Centrifugal cicatricial alopecia, an uncommon condition affecting African-Caribbean women, produces baldness at the vertex of the scalp (see picture, right), while in trichorrhexis nodosa, the hair is weakened and breaks easily. These problems may be irreversible, so early intervention is critical.

Management involves changing hairstyling practice. Some patients may want to consider hair replacement surgery.

Seborrhoeic dermatitis is a common problem, especially in African-Caribbean women. It is often associated with infrequent hair washing, practised because of the particular hairstyles worn.
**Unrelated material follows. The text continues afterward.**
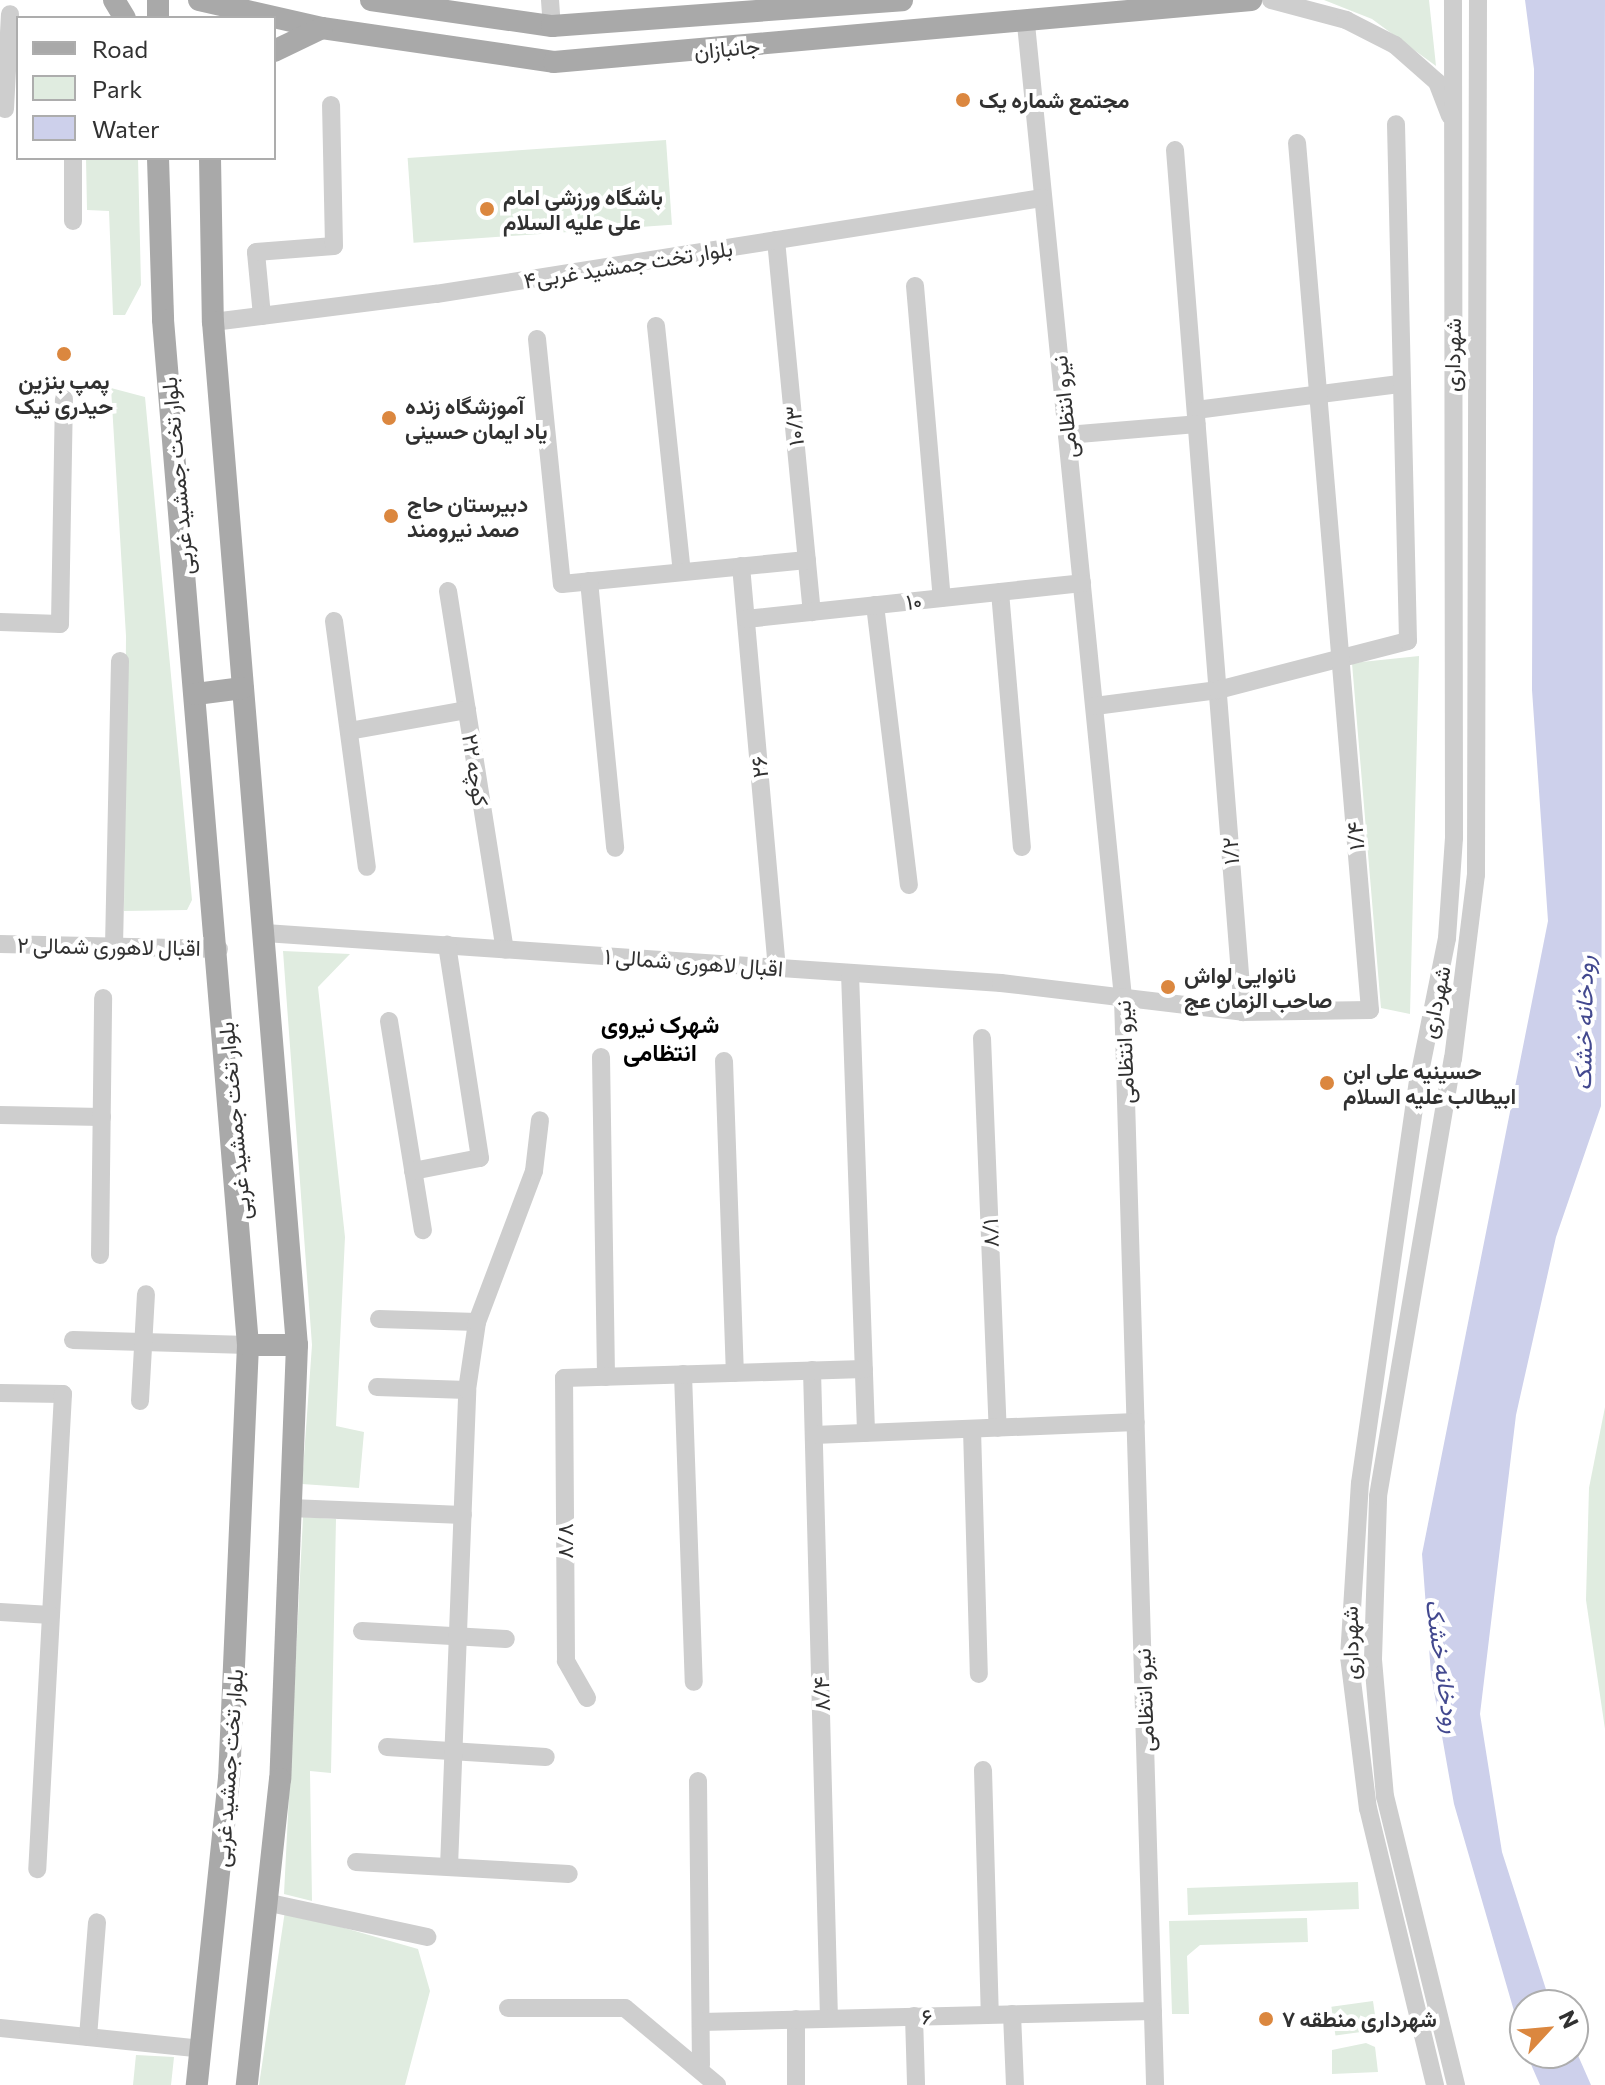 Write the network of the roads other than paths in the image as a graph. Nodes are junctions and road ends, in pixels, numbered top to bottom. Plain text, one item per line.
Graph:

In addition, products used for styling hair can have a drying effect, especially those including lanolin derivatives, which can worsen this condition.7

Resources
1. Higgins EM, Fuller LC, Smith CH. Guidelines for the management of tinea capitis. Br J Dermatol 2000; 143(1): 53-8.

2. Taylor SC, Cook-Bolden F, Rahman Z et al. Acne vulgaris in skin of color. J Am Acad Dermatol 2002; 46(2 Suppl Understanding): S98-106.

3. Plewig G, Fulton JE, Kligman AM. Pomade acne. Arch Dermatol 1970; 101: 580-4.

4. Bang KM, Halder RM, White JE et al. Skin cancer in black Americans: a review of 126 cases. J Natl Med Assoc 1987; 79(1): 51-8.

5. Byrd-Miles K, Toombs EL, Peck GL. Skin cancer in individuals of African, Asian, Latin-American and American-Indian descent: differences in incidence, clinical presentation, and survival compared to Caucasians. J Drugs Dermatol 2007; 6(1): 10-16.

6. Halder RM, Richards GM. Topical agents used in the management of hyperpigmentation. Skin Therapy Lett 2004; 9(6): 1-3.

7. Callender VD, McMichael AJ, Cohen GF. Medical and surgical therapies for alopecias in black women. Dermatol Ther 2004; 17(2): 164-76.